President Joe Biden’s declining approval rating is severely boosting Republican hopes of flipping the Senate and House of Representatives, weighing down Democrats ahead of next year’s midterm elections, a new poll shows.

According to a survey released Sunday by ABC and The Washington Post, just 38% of registered voters approve of Biden’s job performance, compared to 57% who disapprove, for a net approval rating of negative 19 points.

Nearly half (48%) said they strongly disapprove of Biden’s performance as president, compared to just 19% who said they strongly approve.

Biden received particularly low marks on his handling of the economy, with just 38% of respondents approving, compared to 59% who disapproved. Just 27% of registered voters said the economy under Biden has been good or excellent, compared to 72% who said it was poor or not so good.

The president’s average approval rating now sits at 42.0%, according to the RealClearPolitics rolling average of polls, compared to 52.7% disapproval, Biden’s lowest net rating since taking office.

While other recent polls have shown Biden’s low approval rating hurting him in a hypothetical rematch with Donald Trump in 2024, the ABC/WP poll also shows the president’s weak polling numbers reversing Democratic leads in congressional polling.
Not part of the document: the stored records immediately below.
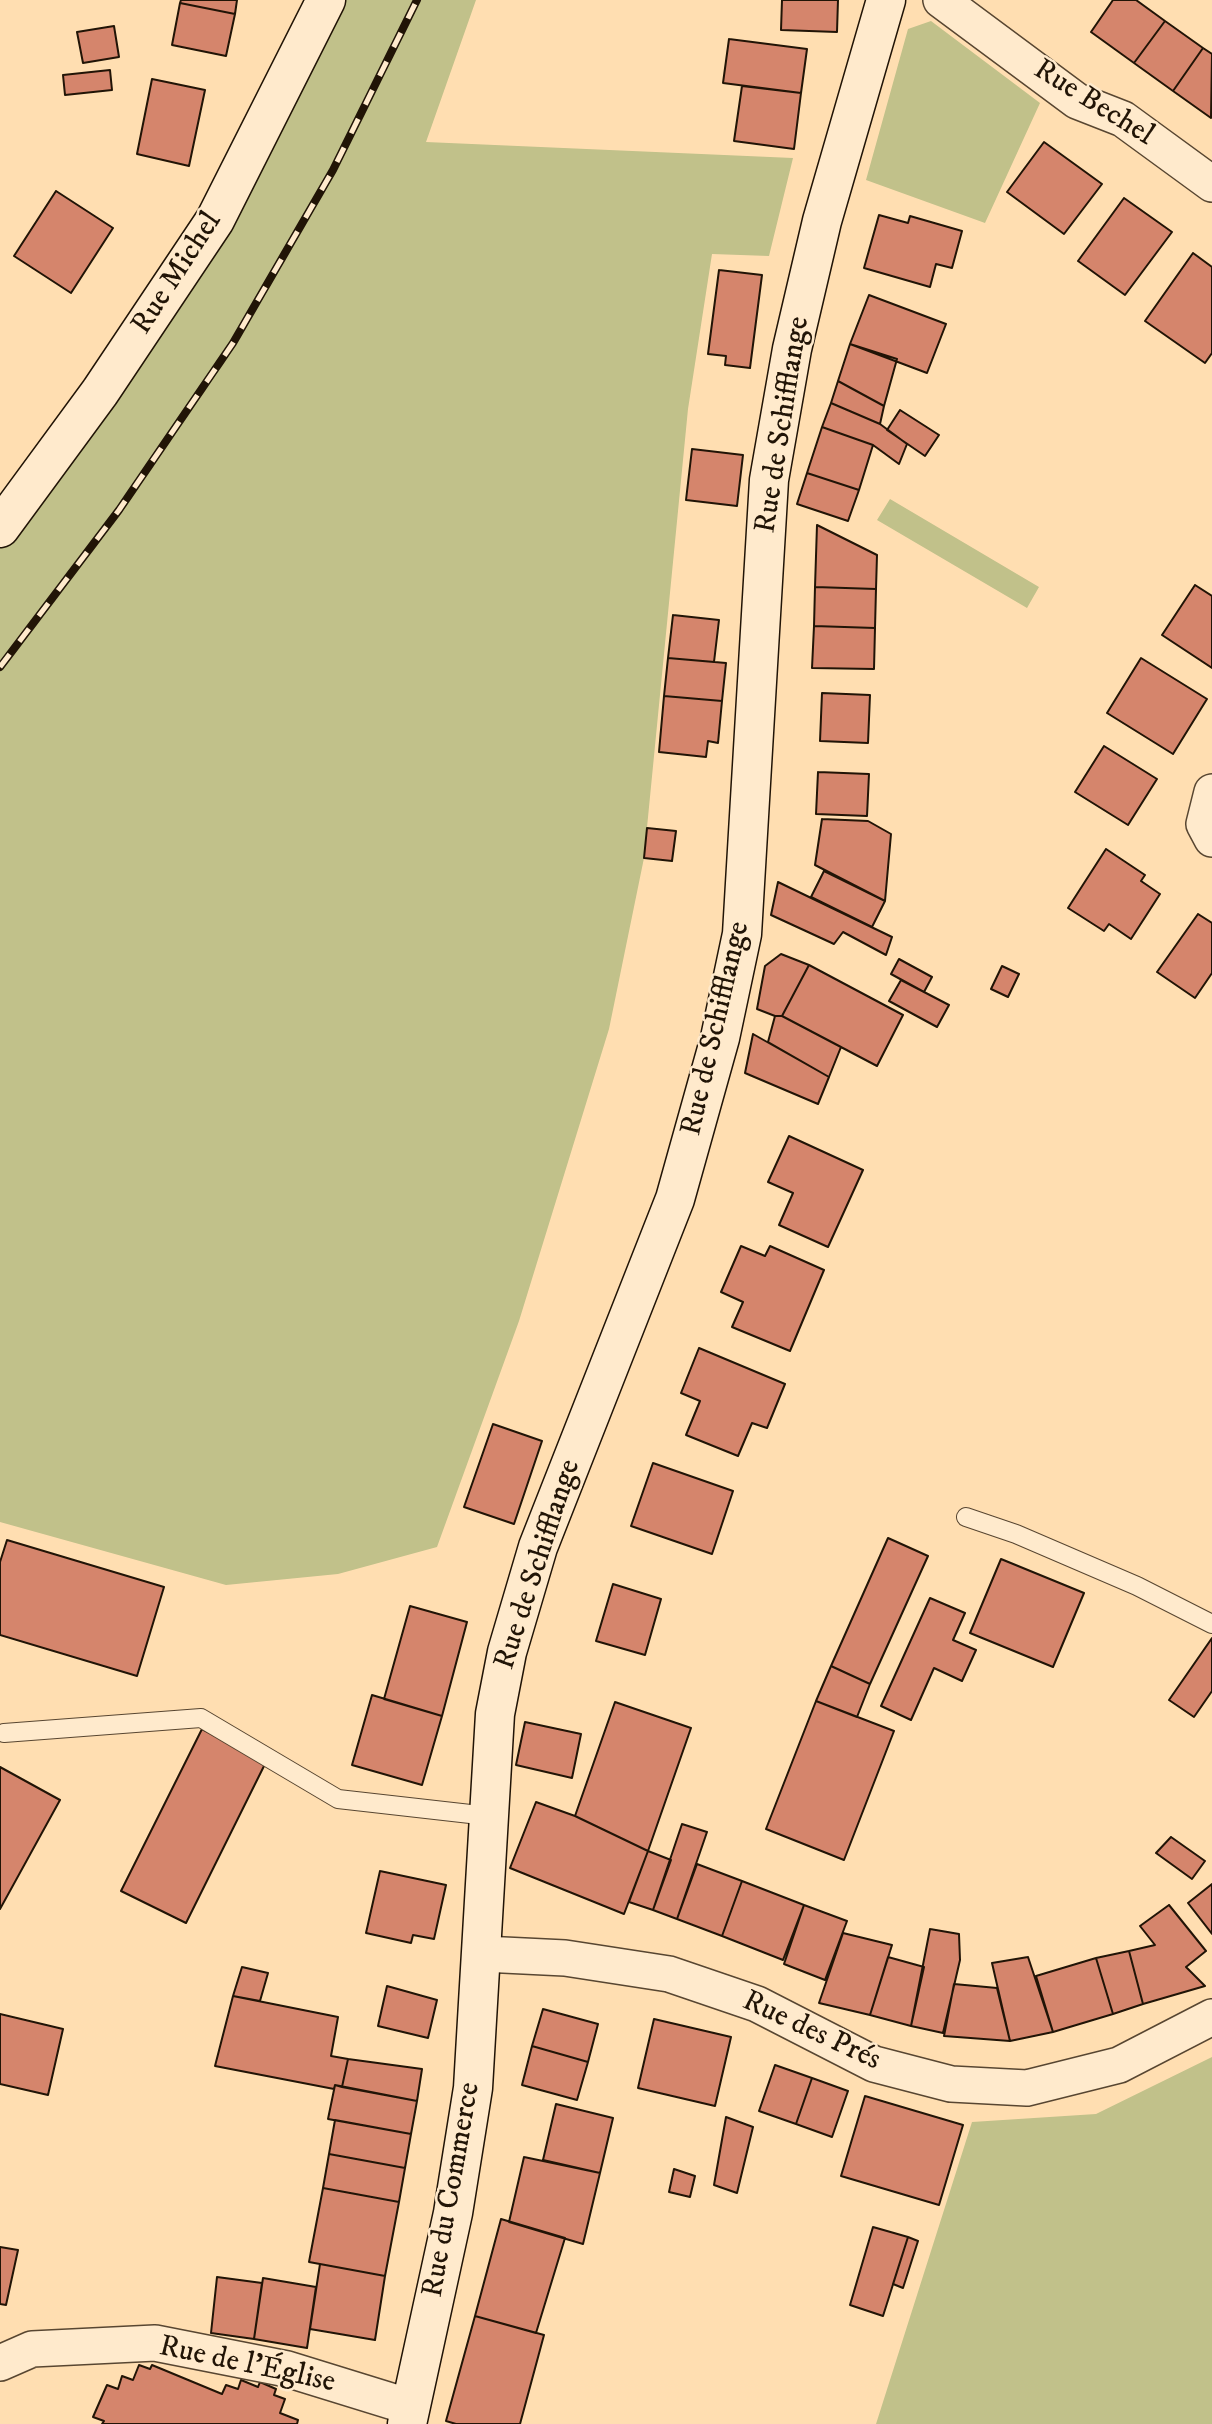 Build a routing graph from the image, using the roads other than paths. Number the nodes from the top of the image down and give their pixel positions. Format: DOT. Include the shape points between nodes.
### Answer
graph roads {
  1 [pos="326,0"];
  2 [pos="886,0"];
  3 [pos="941,0"];
  4 [pos="1212,184"];
  5 [pos="0,528"];
  6 [pos="1212,792"];
  7 [pos="1212,839"];
  8 [pos="966,1517"];
  9 [pos="1212,1624"];
  10 [pos="4,1733"];
  11 [pos="488,1816"];
  12 [pos="483,1954"];
  13 [pos="1212,2017"];
  14 [pos="0,2363"];
  15 [pos="408,2416"];
  1 -- 5 [label="street, Rue Michel" via="215,220 100,392"];
  2 -- 11 [label="street, Rue de Schifflange" via="822,221 792,349 769,480 742,934 720,1038 675,1199 538,1547 506,1652 495,1714"];
  3 -- 4 [label="street, Rue Bechel" via="1077,101 1124,120"];
  6 -- 7 [label="street" via="1204,824"];
  8 -- 9 [label="lane" via="1137,1586"];
  10 -- 11 [label="lane" via="201,1717 338,1799"];
  11 -- 12 [label="street, Rue de Schifflange"];
  12 -- 13 [label="street, Rue des Prés" via="565,1958 669,1974 757,2004 874,2064 951,2084 1027,2088 1119,2065"];
  12 -- 15 [label="street, Rue du Commerce" via="473,2088 461,2163"];
  14 -- 15 [label="street, Rue de l'Église" via="32,2349 156,2343 287,2369"];
}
The RealClearPolitics average of polls showed Democrats leading Republicans in generic congressional ballot polls from April through the end of October.

Now, for the first time, the RCP average shows Republicans leading Democrats by an average of 0.7 points, 44.1% to 43.4%.

The ABC/WP poll gave Republicans their widest lead in a poll this year, with the GOP leading the Democratic Party by 10 points in the generic congressional vote, 51% to 41%.

Democrats narrowly retained control of the House of Representatives in 2020, winning 222 seats in the 435-member chamber, with 218 needed for control of the Speaker’s gavel. Democrats hold the Senate by an even narrower margin, with the upper chamber split 50-50 between Republicans and Democrats, forcing Democrats to rely on Vice President Kamala Harris’ tie-splitting vote to maintain control.